Saved entries:
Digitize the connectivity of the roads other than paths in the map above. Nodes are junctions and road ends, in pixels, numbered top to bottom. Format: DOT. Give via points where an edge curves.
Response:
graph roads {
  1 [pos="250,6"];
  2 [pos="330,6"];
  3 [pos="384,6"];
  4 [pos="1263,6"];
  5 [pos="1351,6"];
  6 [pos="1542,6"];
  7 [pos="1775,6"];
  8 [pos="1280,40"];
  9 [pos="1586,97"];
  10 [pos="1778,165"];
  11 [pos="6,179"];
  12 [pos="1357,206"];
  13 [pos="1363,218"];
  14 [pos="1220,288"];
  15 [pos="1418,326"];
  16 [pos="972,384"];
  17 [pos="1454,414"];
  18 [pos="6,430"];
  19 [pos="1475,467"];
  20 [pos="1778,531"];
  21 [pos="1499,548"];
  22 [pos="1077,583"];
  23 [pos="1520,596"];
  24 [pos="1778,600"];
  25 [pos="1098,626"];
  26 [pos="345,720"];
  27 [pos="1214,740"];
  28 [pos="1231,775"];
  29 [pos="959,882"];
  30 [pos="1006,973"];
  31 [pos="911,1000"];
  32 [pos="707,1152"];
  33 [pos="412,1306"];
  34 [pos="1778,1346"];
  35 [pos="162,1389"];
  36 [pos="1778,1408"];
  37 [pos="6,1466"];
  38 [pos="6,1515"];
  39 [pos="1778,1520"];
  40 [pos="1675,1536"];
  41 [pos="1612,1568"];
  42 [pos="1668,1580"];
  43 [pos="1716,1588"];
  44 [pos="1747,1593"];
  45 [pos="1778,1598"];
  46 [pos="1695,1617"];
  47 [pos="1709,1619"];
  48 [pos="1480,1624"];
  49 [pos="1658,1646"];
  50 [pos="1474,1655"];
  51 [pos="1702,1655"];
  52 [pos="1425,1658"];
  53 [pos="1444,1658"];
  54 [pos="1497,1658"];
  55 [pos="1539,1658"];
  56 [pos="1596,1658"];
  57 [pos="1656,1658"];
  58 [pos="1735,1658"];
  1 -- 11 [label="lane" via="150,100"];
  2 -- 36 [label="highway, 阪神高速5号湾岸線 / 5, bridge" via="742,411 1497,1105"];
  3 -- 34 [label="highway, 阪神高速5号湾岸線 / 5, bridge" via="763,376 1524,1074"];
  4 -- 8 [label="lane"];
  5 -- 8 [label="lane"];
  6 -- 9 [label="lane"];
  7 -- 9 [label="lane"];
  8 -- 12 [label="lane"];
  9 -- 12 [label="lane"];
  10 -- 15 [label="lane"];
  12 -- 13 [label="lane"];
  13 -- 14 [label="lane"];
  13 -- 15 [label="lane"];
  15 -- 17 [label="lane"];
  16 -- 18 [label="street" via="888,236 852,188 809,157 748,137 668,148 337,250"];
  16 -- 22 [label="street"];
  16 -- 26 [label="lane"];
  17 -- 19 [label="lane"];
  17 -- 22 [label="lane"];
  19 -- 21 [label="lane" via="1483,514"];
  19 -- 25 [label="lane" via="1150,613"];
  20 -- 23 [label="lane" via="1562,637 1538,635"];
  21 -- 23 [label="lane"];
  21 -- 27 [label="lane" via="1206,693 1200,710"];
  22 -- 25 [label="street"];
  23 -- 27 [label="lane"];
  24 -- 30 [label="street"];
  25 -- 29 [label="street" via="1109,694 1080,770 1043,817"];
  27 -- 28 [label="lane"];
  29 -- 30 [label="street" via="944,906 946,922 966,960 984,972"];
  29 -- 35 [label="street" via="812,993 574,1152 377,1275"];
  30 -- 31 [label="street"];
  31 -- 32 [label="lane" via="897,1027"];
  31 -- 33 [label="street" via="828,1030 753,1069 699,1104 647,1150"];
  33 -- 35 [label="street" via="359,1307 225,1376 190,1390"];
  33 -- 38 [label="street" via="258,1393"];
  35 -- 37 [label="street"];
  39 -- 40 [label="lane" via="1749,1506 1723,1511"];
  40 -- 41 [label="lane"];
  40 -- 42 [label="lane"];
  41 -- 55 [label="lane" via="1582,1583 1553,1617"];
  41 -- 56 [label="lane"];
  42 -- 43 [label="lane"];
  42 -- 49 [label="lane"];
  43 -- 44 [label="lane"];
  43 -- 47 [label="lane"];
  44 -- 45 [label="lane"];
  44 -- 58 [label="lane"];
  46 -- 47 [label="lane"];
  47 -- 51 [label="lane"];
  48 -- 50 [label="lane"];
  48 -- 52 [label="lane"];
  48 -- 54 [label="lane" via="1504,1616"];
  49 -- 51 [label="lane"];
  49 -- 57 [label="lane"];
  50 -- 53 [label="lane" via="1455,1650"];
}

Task item:
A verbatim copy of the records above should be returned.

Result of this task:
Digitize the connectivity of the roads other than paths in the map above. Nodes are junctions and road ends, in pixels, numbered top to bottom. Format: DOT. Give via points where an edge curves.
Response:
graph roads {
  1 [pos="250,6"];
  2 [pos="330,6"];
  3 [pos="384,6"];
  4 [pos="1263,6"];
  5 [pos="1351,6"];
  6 [pos="1542,6"];
  7 [pos="1775,6"];
  8 [pos="1280,40"];
  9 [pos="1586,97"];
  10 [pos="1778,165"];
  11 [pos="6,179"];
  12 [pos="1357,206"];
  13 [pos="1363,218"];
  14 [pos="1220,288"];
  15 [pos="1418,326"];
  16 [pos="972,384"];
  17 [pos="1454,414"];
  18 [pos="6,430"];
  19 [pos="1475,467"];
  20 [pos="1778,531"];
  21 [pos="1499,548"];
  22 [pos="1077,583"];
  23 [pos="1520,596"];
  24 [pos="1778,600"];
  25 [pos="1098,626"];
  26 [pos="345,720"];
  27 [pos="1214,740"];
  28 [pos="1231,775"];
  29 [pos="959,882"];
  30 [pos="1006,973"];
  31 [pos="911,1000"];
  32 [pos="707,1152"];
  33 [pos="412,1306"];
  34 [pos="1778,1346"];
  35 [pos="162,1389"];
  36 [pos="1778,1408"];
  37 [pos="6,1466"];
  38 [pos="6,1515"];
  39 [pos="1778,1520"];
  40 [pos="1675,1536"];
  41 [pos="1612,1568"];
  42 [pos="1668,1580"];
  43 [pos="1716,1588"];
  44 [pos="1747,1593"];
  45 [pos="1778,1598"];
  46 [pos="1695,1617"];
  47 [pos="1709,1619"];
  48 [pos="1480,1624"];
  49 [pos="1658,1646"];
  50 [pos="1474,1655"];
  51 [pos="1702,1655"];
  52 [pos="1425,1658"];
  53 [pos="1444,1658"];
  54 [pos="1497,1658"];
  55 [pos="1539,1658"];
  56 [pos="1596,1658"];
  57 [pos="1656,1658"];
  58 [pos="1735,1658"];
  1 -- 11 [label="lane" via="150,100"];
  2 -- 36 [label="highway, 阪神高速5号湾岸線 / 5, bridge" via="742,411 1497,1105"];
  3 -- 34 [label="highway, 阪神高速5号湾岸線 / 5, bridge" via="763,376 1524,1074"];
  4 -- 8 [label="lane"];
  5 -- 8 [label="lane"];
  6 -- 9 [label="lane"];
  7 -- 9 [label="lane"];
  8 -- 12 [label="lane"];
  9 -- 12 [label="lane"];
  10 -- 15 [label="lane"];
  12 -- 13 [label="lane"];
  13 -- 14 [label="lane"];
  13 -- 15 [label="lane"];
  15 -- 17 [label="lane"];
  16 -- 18 [label="street" via="888,236 852,188 809,157 748,137 668,148 337,250"];
  16 -- 22 [label="street"];
  16 -- 26 [label="lane"];
  17 -- 19 [label="lane"];
  17 -- 22 [label="lane"];
  19 -- 21 [label="lane" via="1483,514"];
  19 -- 25 [label="lane" via="1150,613"];
  20 -- 23 [label="lane" via="1562,637 1538,635"];
  21 -- 23 [label="lane"];
  21 -- 27 [label="lane" via="1206,693 1200,710"];
  22 -- 25 [label="street"];
  23 -- 27 [label="lane"];
  24 -- 30 [label="street"];
  25 -- 29 [label="street" via="1109,694 1080,770 1043,817"];
  27 -- 28 [label="lane"];
  29 -- 30 [label="street" via="944,906 946,922 966,960 984,972"];
  29 -- 35 [label="street" via="812,993 574,1152 377,1275"];
  30 -- 31 [label="street"];
  31 -- 32 [label="lane" via="897,1027"];
  31 -- 33 [label="street" via="828,1030 753,1069 699,1104 647,1150"];
  33 -- 35 [label="street" via="359,1307 225,1376 190,1390"];
  33 -- 38 [label="street" via="258,1393"];
  35 -- 37 [label="street"];
  39 -- 40 [label="lane" via="1749,1506 1723,1511"];
  40 -- 41 [label="lane"];
  40 -- 42 [label="lane"];
  41 -- 55 [label="lane" via="1582,1583 1553,1617"];
  41 -- 56 [label="lane"];
  42 -- 43 [label="lane"];
  42 -- 49 [label="lane"];
  43 -- 44 [label="lane"];
  43 -- 47 [label="lane"];
  44 -- 45 [label="lane"];
  44 -- 58 [label="lane"];
  46 -- 47 [label="lane"];
  47 -- 51 [label="lane"];
  48 -- 50 [label="lane"];
  48 -- 52 [label="lane"];
  48 -- 54 [label="lane" via="1504,1616"];
  49 -- 51 [label="lane"];
  49 -- 57 [label="lane"];
  50 -- 53 [label="lane" via="1455,1650"];
}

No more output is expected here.